Nintendo Cup ‘97 took place a year after the games were released, and uses a rules format that is still similar to the format used in today’s VGC. This ruleset became the basis of just about every competitive battle format used inside and outside of the games. The reasoning for choosing 3v3? Time constraints. A full 6v6 Singles battle would take too long, and would probably be too boring.
The attempt to create a competitive Pokémon ruleset for 6v6 Singles was a mistake, and Game Freak knew that from the very beginning of the series. Not only does Game Freak actually playtest their games for competitive play, it’s become clear to me that they have always done so. It really does seem that when they would add new gameplay elements such as monsters, moves, items, and abilities, or when they even add entire new mechanics to the game, Game Freak would test them thouroughly to ensure a desired level of game balance was achieved. The suggested rules in-game represent an attempt to present the mechanics in a format that allows fair, interesting competition, and the lack of an official 6v6 format like how some in-game battles are comported show that such a thing is impossible to do without creating a worse gameplay experience.
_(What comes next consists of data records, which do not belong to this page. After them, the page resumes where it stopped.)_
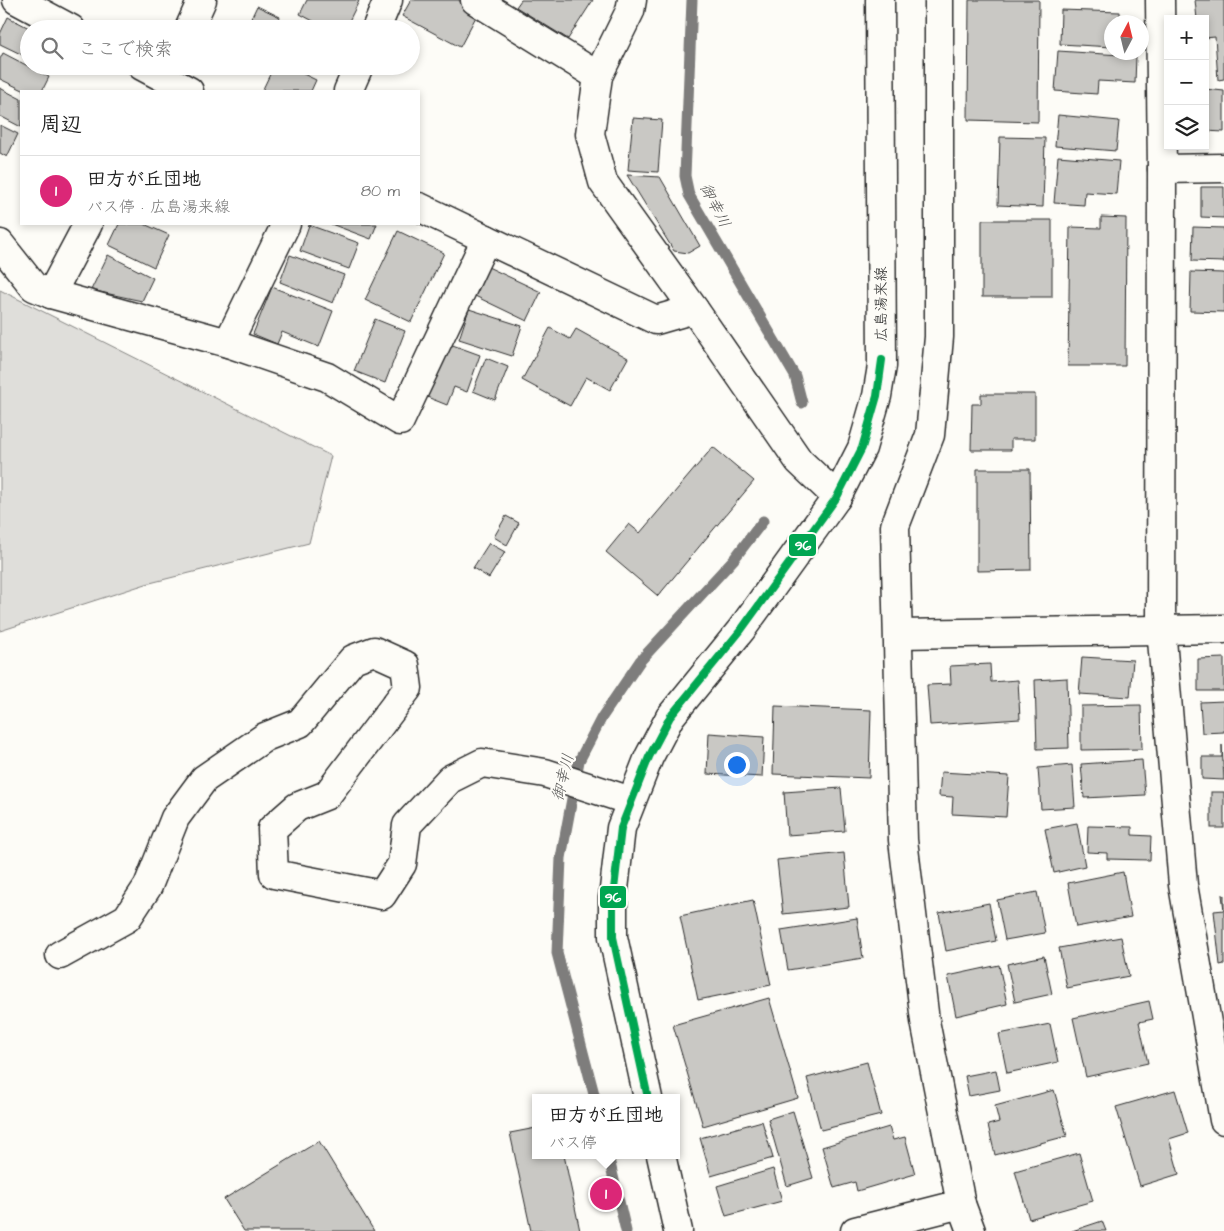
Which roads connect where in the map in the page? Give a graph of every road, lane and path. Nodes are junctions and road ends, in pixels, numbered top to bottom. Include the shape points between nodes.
1 (17, 0) edge
2 (202, 0) edge
3 (388, 0) edge
4 (475, 0) edge
5 (632, 0) edge
6 (880, 0) edge
7 (939, 0) edge
8 (1160, 0) edge
9 (54, 20) edge
10 (193, 20) edge
11 (380, 20) edge
12 (159, 75) edge
13 (355, 75) edge
14 (598, 76) junction
15 (172, 82) edge
16 (348, 90) edge
17 (1224, 168) edge
18 (1162, 169) junction
19 (420, 207) edge
20 (87, 225) edge
21 (286, 225) edge
22 (486, 239) junction
23 (0, 244) edge
24 (51, 294) junction
25 (694, 309) junction
26 (228, 343) junction
27 (836, 498) junction
28 (1161, 628) junction
29 (1224, 629) edge
30 (899, 634) junction
31 (631, 802) junction
32 (60, 955) dead end
33 (647, 1094) edge
34 (1224, 1120) edge
35 (662, 1159) edge
36 (961, 1204) junction
37 (678, 1231) edge
38 (855, 1231) edge
39 (970, 1231) edge

1 - 9 street
2 - 10 street
3 - 11 street
4 - 14 street
5 - 14 street via 630,11
6 - 27 street, 広島湯来線 via 882,366 862,448
7 - 30 street via 939,337 930,435 895,526
8 - 18 street
12 - 15 street
13 - 16 street
14 - 25 street via 590,134 603,182
17 - 18 street
18 - 28 street
19 - 22 street
20 - 24 street
21 - 26 street
22 - 25 street via 656,320
22 - 26 street via 400,421 327,377
23 - 24 street via 34,287
24 - 26 street
25 - 27 street via 799,461
27 - 31 street, 広島湯来線 via 741,630 670,717
28 - 29 street
28 - 30 street
28 - 34 street via 1183,885
30 - 36 street via 903,840 925,1021
31 - 32 street via 544,773 482,763 450,779 407,826 402,864 382,895 274,874 272,829 298,807 327,795 408,688 405,665 374,650 353,658 300,723 265,737 204,779 175,818 148,886 127,918
31 - 33 street, 広島湯来線 via 622,828 613,898 613,936
35 - 37 street
36 - 38 street
36 - 39 street

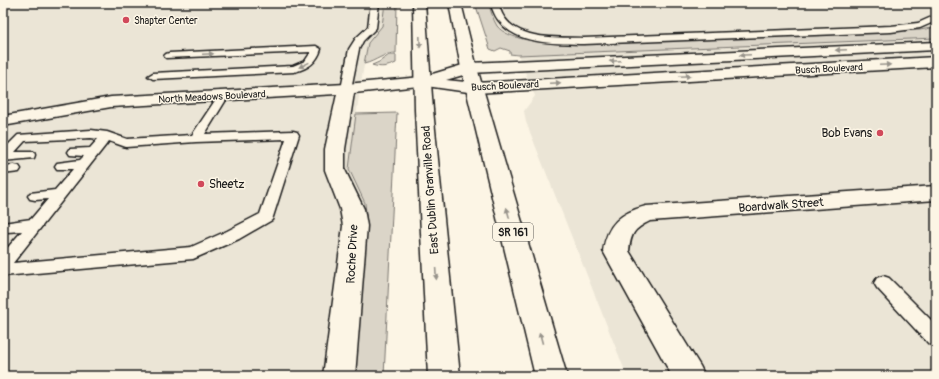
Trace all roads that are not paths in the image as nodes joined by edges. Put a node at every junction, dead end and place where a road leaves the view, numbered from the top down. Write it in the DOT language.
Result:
graph roads {
  1 [pos="376,3"];
  2 [pos="419,3"];
  3 [pos="455,3"];
  4 [pos="494,3"];
  5 [pos="936,17"];
  6 [pos="936,46"];
  7 [pos="169,56"];
  8 [pos="936,62"];
  9 [pos="153,76"];
  10 [pos="472,78"];
  11 [pos="422,82"];
  12 [pos="346,89"];
  13 [pos="224,95"];
  14 [pos="3,121"];
  15 [pos="107,136"];
  16 [pos="196,138"];
  17 [pos="74,152"];
  18 [pos="94,152"];
  19 [pos="29,155"];
  20 [pos="3,157"];
  21 [pos="84,164"];
  22 [pos="62,166"];
  23 [pos="936,193"];
  24 [pos="60,194"];
  25 [pos="35,196"];
  26 [pos="36,224"];
  27 [pos="7,226"];
  28 [pos="9,250"];
  29 [pos="3,264"];
  30 [pos="3,270"];
  31 [pos="883,283"];
  32 [pos="936,338"];
  33 [pos="339,376"];
  34 [pos="444,376"];
  35 [pos="551,376"];
  36 [pos="690,376"];
  1 -- 12 [label="lane"];
  2 -- 11 [label="main road, East Dublin Granville Road, one-way"];
  3 -- 10 [label="main road, SR 161"];
  4 -- 5 [label="lane"];
  6 -- 10 [label="main road, Busch Boulevard, one-way"];
  7 -- 9 [label="lane, one-way"];
  10 -- 8 [label="main road, Busch Boulevard, one-way"];
  10 -- 11 [label="main road, Busch Boulevard"];
  35 -- 10 [label="main road, SR 161, one-way"];
  11 -- 12 [label="main road, North Meadows Boulevard"];
  11 -- 34 [label="main road, East Dublin Granville Road, one-way"];
  12 -- 13 [label="main road, North Meadows Boulevard"];
  12 -- 33 [label="main road, Roche Drive"];
  13 -- 14 [label="main road, North Meadows Boulevard"];
  13 -- 16 [label="lane"];
  15 -- 16 [label="lane"];
  15 -- 18 [label="lane"];
  15 -- 20 [label="lane"];
  16 -- 30 [label="lane"];
  17 -- 18 [label="lane"];
  18 -- 21 [label="lane"];
  19 -- 20 [label="lane"];
  21 -- 22 [label="lane"];
  21 -- 24 [label="lane"];
  23 -- 36 [label="main road, Boardwalk Street"];
  24 -- 25 [label="lane"];
  24 -- 26 [label="lane"];
  26 -- 27 [label="lane"];
  26 -- 28 [label="lane"];
  28 -- 29 [label="lane"];
  31 -- 32 [label="lane"];
}
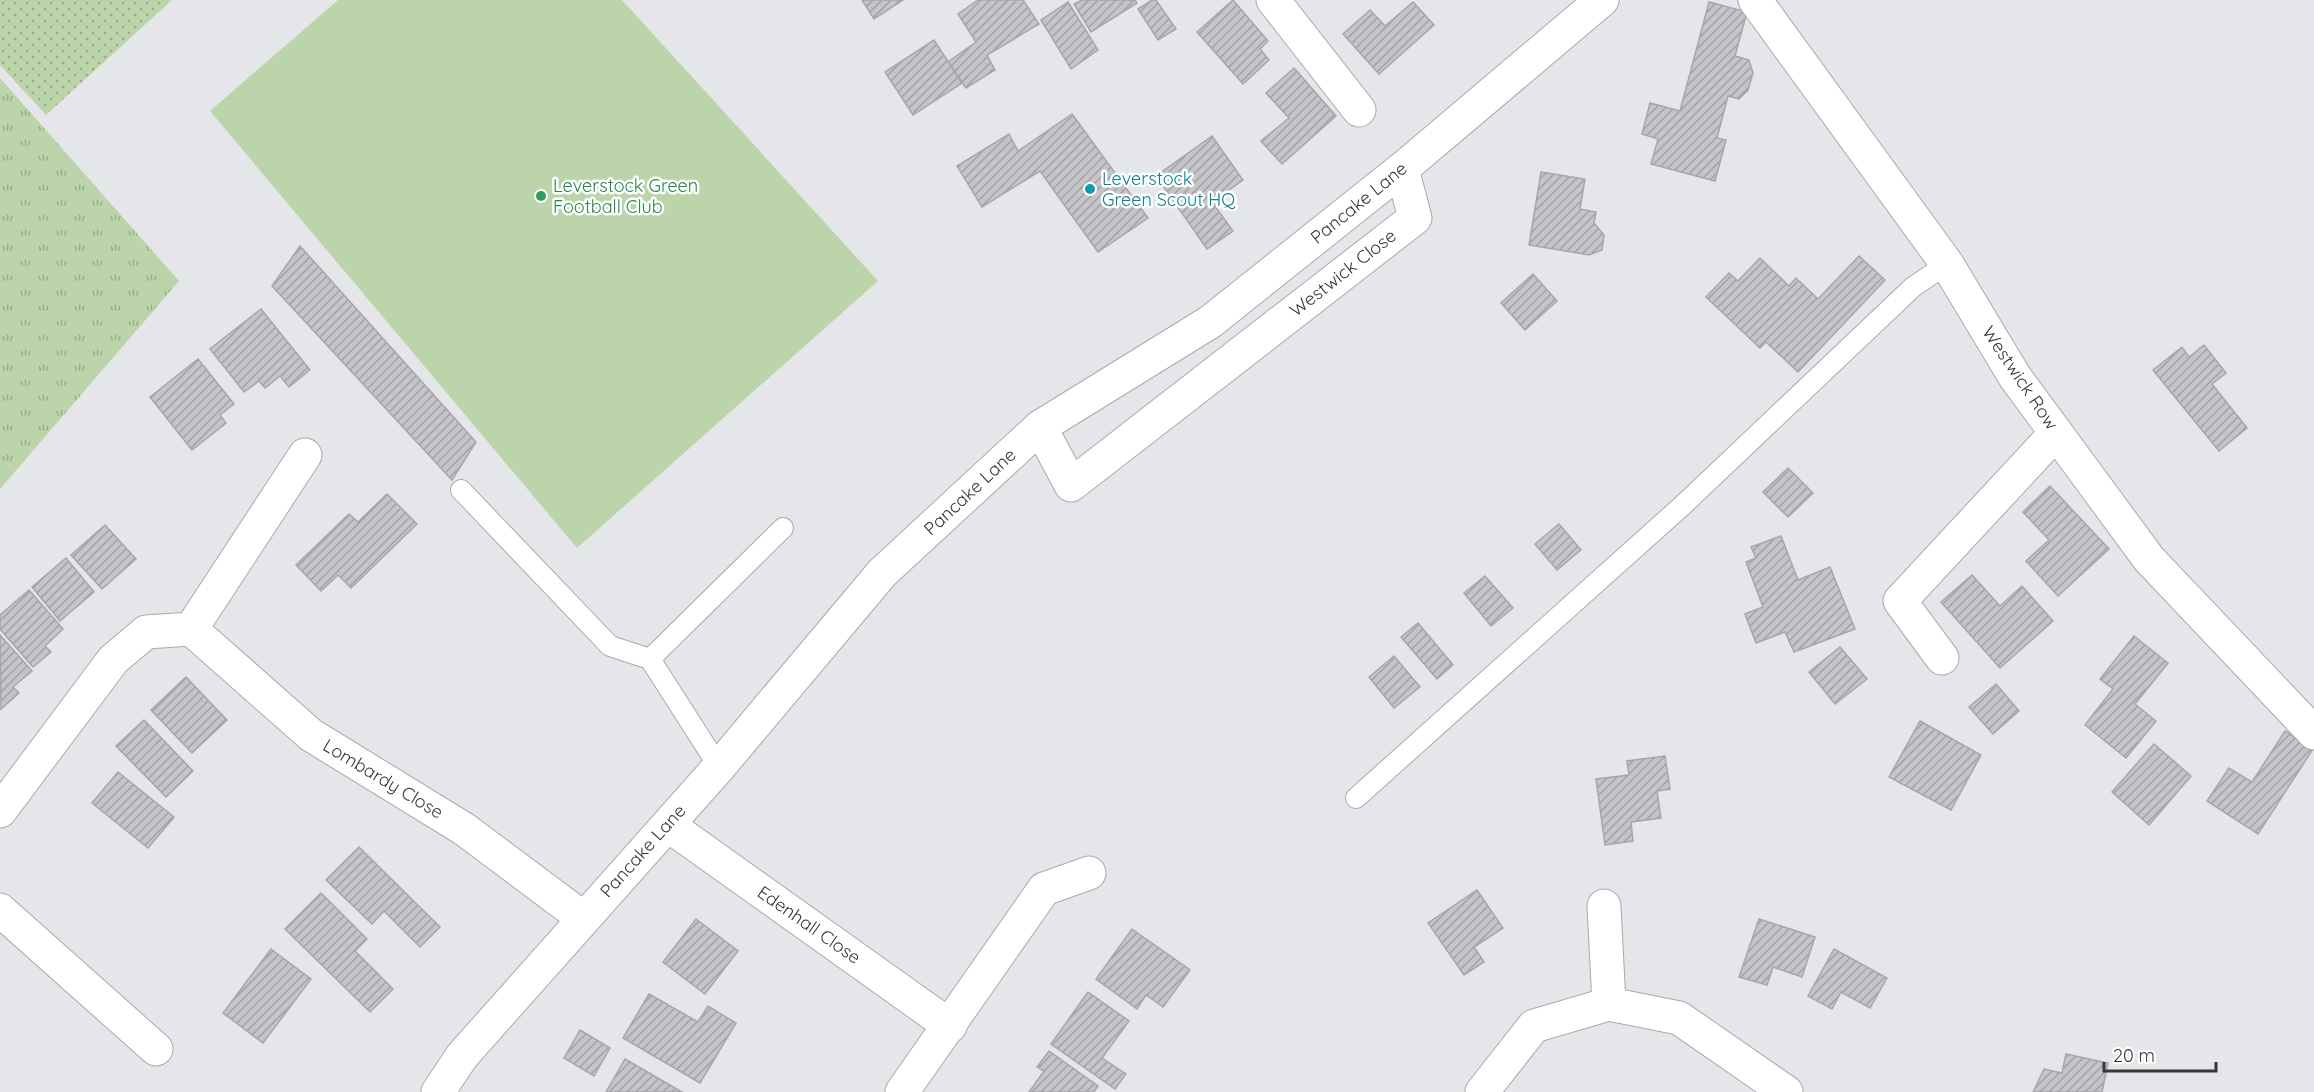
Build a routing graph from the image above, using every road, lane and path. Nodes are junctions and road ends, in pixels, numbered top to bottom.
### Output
1 (1273, 0) edge
2 (1602, 0) edge
3 (1755, 0) edge
4 (1359, 110) dead end
5 (1402, 169) junction
6 (1947, 264) junction
7 (1210, 322) junction
8 (1232, 359) junction
9 (1040, 427) junction
10 (2056, 433) junction
11 (306, 455) dead end
12 (461, 490) dead end
13 (783, 528) dead end
14 (191, 629) junction
15 (1942, 658) dead end
16 (650, 659) junction
17 (2314, 733) edge
18 (719, 767) junction
19 (1356, 798) dead end
20 (0, 811) edge
21 (668, 825) junction
22 (1089, 873) dead end
23 (1604, 906) dead end
24 (0, 910) edge
25 (583, 918) junction
26 (1609, 1004) junction
27 (950, 1026) junction
28 (156, 1049) dead end
29 (438, 1092) edge
30 (902, 1092) edge
31 (1482, 1092) edge
32 (1786, 1092) edge

1 - 4 street
2 - 5 street, Pancake Lane
3 - 6 street, Westwick Row
5 - 7 street, Pancake Lane
5 - 8 street, Westwick Close
6 - 10 street, Westwick Row
6 - 19 lane
7 - 8 street
7 - 9 street, Pancake Lane
8 - 9 street, Westwick Close
9 - 18 street, Pancake Lane
10 - 15 street
10 - 17 street, Westwick Row
11 - 14 street
12 - 16 lane
13 - 16 lane
14 - 20 street
14 - 25 street, Lombardy Close
16 - 18 lane
18 - 21 street, Pancake Lane
21 - 25 street, Pancake Lane
21 - 27 street, Edenhall Close
22 - 27 street
23 - 26 street
24 - 28 street
25 - 29 street, Pancake Lane
26 - 31 street
26 - 32 street
27 - 30 street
If you’re a longtime OU player, try giving VGC a chance. It might seem unusually fast-paced at first, and it might seem like the match hinges on a few early-game decisions, but once you get used to it you might find the fast pace and the lack of stall to be a welcome change. If you’re revisiting the old games with friends, try playing by Poké Cup or Battle Tower rules. Embrace the old “HM Mule” gimmick that reduced the size of your team; you might like having more restrictions on your strategy, forcing you to be more clever and creative. Despite the fact that Pokémon is an open-ended game that emphasizes player choice, I think we just might have been playing it wrong this whole time.